Pseudomonas exotoxin A-epidermal growth factor (EGF) mutant chimeric protein as an indicator for identifying amino acid residues important in EGF-receptor interaction

Epidermal growth factor (EGF) was fused to the carboxyl end of a modified pseudomonas exotoxin A that has its toxin binding domain deleted. This chimeric toxin designated as PE(ΔIa)-EGF kills A431 cells through the EGF receptor-mediated pathway. In this study, we used a random mutagenesis approach to make point mutations on EGF, followed by replacing the wild type EGF in PE(ΔIa)-EGF with these EGF mutants. We have constructed 14 different PE(ΔIa)-EGF^mutants, and examined their EGF receptor binding activity as well as their cytotoxicity to A431 cells. Our results showed that individual mutations of Val¹⁹ to Glu and Val³⁴ to Asp in the EGF domain of PE(ΔIa)-EGF^mutants resulted in an increase in the binding affinity to EGF receptor and cytotoxicity to A431 cells.
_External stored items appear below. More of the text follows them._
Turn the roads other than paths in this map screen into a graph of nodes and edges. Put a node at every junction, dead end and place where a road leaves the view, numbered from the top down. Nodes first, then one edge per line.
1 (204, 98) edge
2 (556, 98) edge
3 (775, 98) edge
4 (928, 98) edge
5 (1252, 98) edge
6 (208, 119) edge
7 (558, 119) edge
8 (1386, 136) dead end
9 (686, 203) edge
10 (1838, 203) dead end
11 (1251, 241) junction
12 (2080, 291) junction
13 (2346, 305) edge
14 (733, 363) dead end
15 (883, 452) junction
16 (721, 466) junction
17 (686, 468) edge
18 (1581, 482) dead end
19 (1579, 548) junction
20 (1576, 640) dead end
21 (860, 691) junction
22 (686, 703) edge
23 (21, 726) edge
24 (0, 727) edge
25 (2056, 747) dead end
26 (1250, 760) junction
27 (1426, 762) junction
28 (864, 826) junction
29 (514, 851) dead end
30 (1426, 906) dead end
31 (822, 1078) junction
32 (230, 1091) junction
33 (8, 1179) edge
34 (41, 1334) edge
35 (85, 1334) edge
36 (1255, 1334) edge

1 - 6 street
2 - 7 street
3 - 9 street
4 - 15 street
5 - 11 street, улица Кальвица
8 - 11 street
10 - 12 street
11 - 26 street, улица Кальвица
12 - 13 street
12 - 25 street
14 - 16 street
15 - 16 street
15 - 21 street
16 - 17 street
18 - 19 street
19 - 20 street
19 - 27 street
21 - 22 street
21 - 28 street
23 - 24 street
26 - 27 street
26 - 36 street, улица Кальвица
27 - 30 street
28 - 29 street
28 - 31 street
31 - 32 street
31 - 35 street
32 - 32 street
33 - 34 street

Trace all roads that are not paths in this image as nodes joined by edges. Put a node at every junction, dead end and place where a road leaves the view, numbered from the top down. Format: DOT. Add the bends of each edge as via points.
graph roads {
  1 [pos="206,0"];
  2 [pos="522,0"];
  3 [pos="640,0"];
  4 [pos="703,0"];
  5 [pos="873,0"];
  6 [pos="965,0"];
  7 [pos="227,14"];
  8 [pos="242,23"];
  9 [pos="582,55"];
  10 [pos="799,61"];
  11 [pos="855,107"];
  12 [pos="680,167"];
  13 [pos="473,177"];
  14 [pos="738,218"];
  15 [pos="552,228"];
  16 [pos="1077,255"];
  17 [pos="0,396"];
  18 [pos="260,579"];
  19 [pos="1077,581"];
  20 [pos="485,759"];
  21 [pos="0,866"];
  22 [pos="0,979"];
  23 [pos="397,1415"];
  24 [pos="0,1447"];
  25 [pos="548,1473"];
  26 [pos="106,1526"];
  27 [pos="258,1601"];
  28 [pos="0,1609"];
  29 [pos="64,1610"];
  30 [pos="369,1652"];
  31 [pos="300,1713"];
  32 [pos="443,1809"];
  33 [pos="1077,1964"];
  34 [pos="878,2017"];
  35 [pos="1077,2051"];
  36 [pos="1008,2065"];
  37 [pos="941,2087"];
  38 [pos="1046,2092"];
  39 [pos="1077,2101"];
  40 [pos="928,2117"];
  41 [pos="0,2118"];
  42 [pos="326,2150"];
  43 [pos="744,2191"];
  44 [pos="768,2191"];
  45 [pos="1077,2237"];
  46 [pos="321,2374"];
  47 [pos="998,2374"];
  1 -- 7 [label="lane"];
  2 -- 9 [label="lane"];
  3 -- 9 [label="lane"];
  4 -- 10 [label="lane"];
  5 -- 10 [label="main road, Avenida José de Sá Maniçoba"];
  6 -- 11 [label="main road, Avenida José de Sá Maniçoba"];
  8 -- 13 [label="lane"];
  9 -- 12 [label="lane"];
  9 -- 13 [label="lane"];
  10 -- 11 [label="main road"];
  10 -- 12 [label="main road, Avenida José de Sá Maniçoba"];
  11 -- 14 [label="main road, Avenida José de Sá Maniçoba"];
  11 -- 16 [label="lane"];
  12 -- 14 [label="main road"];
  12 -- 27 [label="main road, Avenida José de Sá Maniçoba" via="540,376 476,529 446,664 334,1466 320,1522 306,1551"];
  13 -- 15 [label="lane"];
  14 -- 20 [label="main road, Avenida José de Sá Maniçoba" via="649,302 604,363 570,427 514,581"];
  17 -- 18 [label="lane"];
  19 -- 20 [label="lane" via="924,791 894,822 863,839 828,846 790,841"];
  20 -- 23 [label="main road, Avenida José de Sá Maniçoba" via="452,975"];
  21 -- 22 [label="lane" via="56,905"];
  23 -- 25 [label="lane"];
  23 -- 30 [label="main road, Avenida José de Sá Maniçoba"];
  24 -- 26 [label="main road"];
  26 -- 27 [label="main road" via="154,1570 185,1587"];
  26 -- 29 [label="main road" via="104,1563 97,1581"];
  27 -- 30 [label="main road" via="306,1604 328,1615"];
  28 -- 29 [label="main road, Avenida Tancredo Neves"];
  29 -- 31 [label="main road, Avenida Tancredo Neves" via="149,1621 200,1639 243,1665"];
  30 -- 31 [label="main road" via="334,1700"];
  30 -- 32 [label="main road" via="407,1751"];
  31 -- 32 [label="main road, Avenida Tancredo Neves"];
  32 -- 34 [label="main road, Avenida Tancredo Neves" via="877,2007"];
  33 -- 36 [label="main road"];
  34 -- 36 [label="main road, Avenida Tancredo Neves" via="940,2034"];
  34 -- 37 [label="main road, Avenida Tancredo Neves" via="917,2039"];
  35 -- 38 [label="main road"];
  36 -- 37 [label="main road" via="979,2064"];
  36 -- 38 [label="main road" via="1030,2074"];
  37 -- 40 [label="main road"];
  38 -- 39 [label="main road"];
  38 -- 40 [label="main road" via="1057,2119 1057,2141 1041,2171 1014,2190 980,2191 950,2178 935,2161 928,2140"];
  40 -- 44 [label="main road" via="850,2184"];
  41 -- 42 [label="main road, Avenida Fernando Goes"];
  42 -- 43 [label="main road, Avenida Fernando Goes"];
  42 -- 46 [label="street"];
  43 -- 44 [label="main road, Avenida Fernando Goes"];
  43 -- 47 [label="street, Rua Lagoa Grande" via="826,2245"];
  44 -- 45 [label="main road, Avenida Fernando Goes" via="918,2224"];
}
On the other hand, individual mutations of His¹⁶ to Asp and Gly¹⁸ to Ala in the EGF domain of PE(ΔIa)-EGF^mutants lead to a decrease in the binding affinity to EGF receptor and cytotoxicity to A431 cells. In addition, mutations of any of the cysteine residues of EGF in PE(ΔIa)-EGF^mutants resulted in the loss of their binding activity to EGF receptor and a corresponding loss of their cytotoxicity. This study indicates that the cytotoxicity of PE(ΔIa)-EGF^mutant to EGF receptor-bearing cells may be used as an indicator to screen mutations of EGF important in EGF-receptor interactions.